## TASK PROMPT
Nothing but an exact repeat of the entries below should appear in your answer.

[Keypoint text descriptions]
..........

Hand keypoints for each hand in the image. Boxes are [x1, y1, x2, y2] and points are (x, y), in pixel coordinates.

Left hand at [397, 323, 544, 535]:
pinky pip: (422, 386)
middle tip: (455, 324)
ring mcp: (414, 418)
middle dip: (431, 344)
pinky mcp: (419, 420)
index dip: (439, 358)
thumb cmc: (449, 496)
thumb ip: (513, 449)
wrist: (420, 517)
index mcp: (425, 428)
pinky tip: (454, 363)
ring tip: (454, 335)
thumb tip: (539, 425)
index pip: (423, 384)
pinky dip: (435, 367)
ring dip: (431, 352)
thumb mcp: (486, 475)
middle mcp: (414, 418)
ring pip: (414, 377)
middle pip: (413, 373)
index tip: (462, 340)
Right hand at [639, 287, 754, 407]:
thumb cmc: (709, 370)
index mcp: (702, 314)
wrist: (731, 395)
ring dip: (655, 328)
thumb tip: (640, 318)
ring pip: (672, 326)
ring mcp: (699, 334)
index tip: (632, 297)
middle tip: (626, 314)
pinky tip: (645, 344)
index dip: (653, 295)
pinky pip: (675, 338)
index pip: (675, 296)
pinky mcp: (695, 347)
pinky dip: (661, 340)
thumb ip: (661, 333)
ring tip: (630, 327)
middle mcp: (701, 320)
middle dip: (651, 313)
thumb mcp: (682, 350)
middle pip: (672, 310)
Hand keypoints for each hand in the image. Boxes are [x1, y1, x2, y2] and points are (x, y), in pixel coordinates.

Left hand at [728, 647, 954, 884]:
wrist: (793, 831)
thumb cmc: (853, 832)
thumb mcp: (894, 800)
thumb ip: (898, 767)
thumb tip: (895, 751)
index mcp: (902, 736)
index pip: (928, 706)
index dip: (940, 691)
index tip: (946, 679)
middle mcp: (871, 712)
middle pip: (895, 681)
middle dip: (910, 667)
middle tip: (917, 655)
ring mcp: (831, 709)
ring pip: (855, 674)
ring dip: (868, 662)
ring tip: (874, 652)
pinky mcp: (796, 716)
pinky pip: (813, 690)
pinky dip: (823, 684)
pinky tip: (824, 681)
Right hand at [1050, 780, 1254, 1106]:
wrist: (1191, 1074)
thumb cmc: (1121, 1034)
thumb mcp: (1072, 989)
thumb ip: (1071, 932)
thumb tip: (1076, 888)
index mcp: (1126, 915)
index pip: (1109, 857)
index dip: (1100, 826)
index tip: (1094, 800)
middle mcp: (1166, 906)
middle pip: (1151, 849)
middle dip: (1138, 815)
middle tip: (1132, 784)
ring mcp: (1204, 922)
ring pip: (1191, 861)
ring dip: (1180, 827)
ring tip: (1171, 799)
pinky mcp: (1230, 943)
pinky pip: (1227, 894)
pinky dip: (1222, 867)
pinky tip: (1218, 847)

..........

## ANSWER FOR THIS EXERCISE
Hand keypoints for each hand in the image. Boxes are [x1, y1, x2, y2] and points are (x, y), in pixel coordinates.

Left hand at [397, 323, 544, 535]:
pinky pip: (422, 386)
middle tip: (455, 324)
ring mcp: (414, 418)
middle dip: (431, 344)
pinky mcp: (419, 420)
index dip: (439, 358)
thumb cmc: (449, 496)
thumb ip: (513, 449)
wrist: (420, 517)
index mcp: (425, 428)
pinky tip: (454, 363)
ring tip: (454, 335)
thumb tip: (539, 425)
index pip: (423, 384)
pinky dip: (435, 367)
ring dip: (431, 352)
thumb mcp: (486, 475)
middle mcp: (414, 418)
ring pip: (414, 377)
middle pip: (413, 373)
index tip: (462, 340)
Right hand at [639, 287, 754, 407]:
thumb cmc: (709, 370)
index mcp: (702, 314)
wrist: (731, 395)
ring dip: (655, 328)
thumb tip: (640, 318)
ring pip: (672, 326)
ring mcp: (699, 334)
index tip: (632, 297)
middle tip: (626, 314)
pinky tip: (645, 344)
index dip: (653, 295)
pinky pip: (675, 338)
index pip: (675, 296)
pinky mcp: (695, 347)
pinky dip: (661, 340)
thumb ip: (661, 333)
ring tip: (630, 327)
middle mcp: (701, 320)
middle dip: (651, 313)
thumb mcp: (682, 350)
middle pip: (672, 310)
Hand keypoints for each hand in the image. Boxes are [x1, y1, x2, y2] and points are (x, y), in pixel coordinates.

Left hand at [728, 647, 954, 884]:
wrist: (793, 831)
thumb cmc: (853, 832)
thumb mcp: (894, 800)
thumb ip: (898, 767)
thumb tip: (895, 751)
index mcp: (902, 736)
index pip: (928, 706)
index dip: (940, 691)
index tip: (946, 679)
middle mcp: (871, 712)
middle pip: (895, 681)
middle dip: (910, 667)
middle tip: (917, 655)
ring mcp: (831, 709)
ring pip: (855, 674)
ring dip: (868, 662)
ring tip: (874, 652)
pinky mcp: (796, 716)
pinky pip: (813, 690)
pinky dip: (823, 684)
pinky tip: (824, 681)
Right hand at [1050, 780, 1254, 1106]:
wrist: (1191, 1074)
thumb cmc: (1121, 1034)
thumb mcp: (1072, 989)
thumb ip: (1071, 932)
thumb tip: (1076, 888)
index mcp: (1126, 915)
index pip: (1109, 857)
index dip: (1100, 826)
index tip: (1094, 800)
middle mcp: (1166, 906)
middle pip: (1151, 849)
middle dip: (1138, 815)
middle tip: (1132, 784)
ring mcp: (1204, 922)
ring pip: (1191, 861)
ring dip: (1180, 827)
ring tip: (1171, 799)
pinky mcp: (1230, 943)
pinky pip: (1227, 894)
pinky dip: (1222, 867)
pinky tip: (1218, 847)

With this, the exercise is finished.